They were quiet for a moment, processing the magnitude of what they’d both acknowledged.

“What happens now?” Diana asked, tracing lazy patterns on Lavender’s skin.

“Now we figure out how to build something sustainable together,” Lavender said. “How to love each other while serving the community and being partners…in everything.”

“The investigation will continue, and there will be other cases and crises.”

“And I’ll still run the cafe and give community support.” Lavender smiled. “But we’ll face it together. We’ll be better at everything because we’re not carrying it along anymore.”

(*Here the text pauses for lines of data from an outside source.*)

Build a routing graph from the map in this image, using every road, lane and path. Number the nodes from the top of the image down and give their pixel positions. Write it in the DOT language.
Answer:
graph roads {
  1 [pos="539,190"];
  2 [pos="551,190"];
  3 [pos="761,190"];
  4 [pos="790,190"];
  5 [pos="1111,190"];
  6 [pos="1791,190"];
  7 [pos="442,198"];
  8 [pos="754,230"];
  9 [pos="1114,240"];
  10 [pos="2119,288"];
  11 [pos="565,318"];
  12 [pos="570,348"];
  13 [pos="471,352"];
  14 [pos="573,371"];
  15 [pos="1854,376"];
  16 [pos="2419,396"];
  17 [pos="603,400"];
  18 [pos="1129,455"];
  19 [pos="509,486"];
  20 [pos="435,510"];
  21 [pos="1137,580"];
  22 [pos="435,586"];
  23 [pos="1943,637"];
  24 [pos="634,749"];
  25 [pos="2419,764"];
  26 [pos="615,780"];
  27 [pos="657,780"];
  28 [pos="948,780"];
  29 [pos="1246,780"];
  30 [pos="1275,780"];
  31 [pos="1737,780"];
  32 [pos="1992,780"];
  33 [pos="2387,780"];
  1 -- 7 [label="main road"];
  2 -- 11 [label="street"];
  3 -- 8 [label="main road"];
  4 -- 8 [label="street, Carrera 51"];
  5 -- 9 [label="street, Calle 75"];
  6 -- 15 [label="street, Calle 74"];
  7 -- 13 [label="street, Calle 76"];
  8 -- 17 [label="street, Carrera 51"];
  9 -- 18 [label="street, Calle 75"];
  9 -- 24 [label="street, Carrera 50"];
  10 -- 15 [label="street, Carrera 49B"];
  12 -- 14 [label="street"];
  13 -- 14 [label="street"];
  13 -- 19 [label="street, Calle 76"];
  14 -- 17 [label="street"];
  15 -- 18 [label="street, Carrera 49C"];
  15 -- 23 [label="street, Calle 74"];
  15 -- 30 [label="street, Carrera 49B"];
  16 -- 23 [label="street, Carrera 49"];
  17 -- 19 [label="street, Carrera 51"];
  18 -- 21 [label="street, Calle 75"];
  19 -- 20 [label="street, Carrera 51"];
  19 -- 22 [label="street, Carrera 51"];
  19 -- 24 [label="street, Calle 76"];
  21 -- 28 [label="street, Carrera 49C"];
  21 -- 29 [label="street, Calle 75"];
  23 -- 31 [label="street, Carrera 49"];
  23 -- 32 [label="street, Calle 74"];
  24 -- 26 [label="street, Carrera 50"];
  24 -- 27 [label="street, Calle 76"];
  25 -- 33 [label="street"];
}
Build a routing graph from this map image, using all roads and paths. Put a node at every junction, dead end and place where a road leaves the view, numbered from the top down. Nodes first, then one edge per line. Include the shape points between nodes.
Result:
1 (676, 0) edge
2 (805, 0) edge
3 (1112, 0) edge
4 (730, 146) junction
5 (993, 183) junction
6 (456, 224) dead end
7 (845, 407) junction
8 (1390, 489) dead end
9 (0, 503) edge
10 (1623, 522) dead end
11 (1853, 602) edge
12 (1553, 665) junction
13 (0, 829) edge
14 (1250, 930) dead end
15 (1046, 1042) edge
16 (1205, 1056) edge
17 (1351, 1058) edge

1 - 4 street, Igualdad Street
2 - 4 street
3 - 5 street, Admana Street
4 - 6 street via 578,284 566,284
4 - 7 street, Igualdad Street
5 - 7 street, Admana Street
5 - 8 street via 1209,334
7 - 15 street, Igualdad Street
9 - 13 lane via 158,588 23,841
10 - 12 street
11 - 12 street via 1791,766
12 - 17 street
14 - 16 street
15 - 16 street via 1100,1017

Diana’s arms tightened around her. “I want that. The partnership and shared life. All of it.”

“Even when it’s complicated?”

“Especially when it’s complicated.” Diana’s laugh was soft against Lavender’s skin. “Simple never taught me anything worth knowing.”

The harbor rocked them gently as they settled into sleep. Lavender knew that tomorrow would bring them new challenges, but tonight, they’d proven that whatever came next, they would face it together as partners in every sense of the world.

The cats purred their approval as she fell asleep, anchored by the certainty that they’d found something worth protecting in each other and in the community they served together.

9

The morning light streaming through Diana’s office windows carried hope that she hadn’t felt in weeks. Evidence photographs spread across her desk told a story that was finally starting to make sense: cell phone data, surveillance reports, and community intelligence coming together and pointed toward a breakthrough.

Diana studied the forest topographical maps Detective Morgan Rivers had delivered an hour earlier, red pins marking locations where all three missing women had not just casual recreational connections but a meaningful relationship with Phoenix Ridge's wilderness areas.

Her coffee had gone cold while she absorbed the data. Tara's environmental activism had taken her on weekly flora surveys along remote forest trails. Isabel's photography expeditions sought the interplay of light and shadow beneath the canopy. Joanna's trail running had been for mental health as much as exercise, following paths that wound deep into the coastal forest where cell coverage disappeared.

"Chief?" Morgan appeared in her doorway, laptop bag slung over her shoulder, excitement barely contained behind professional composure. "Ready for the briefing?"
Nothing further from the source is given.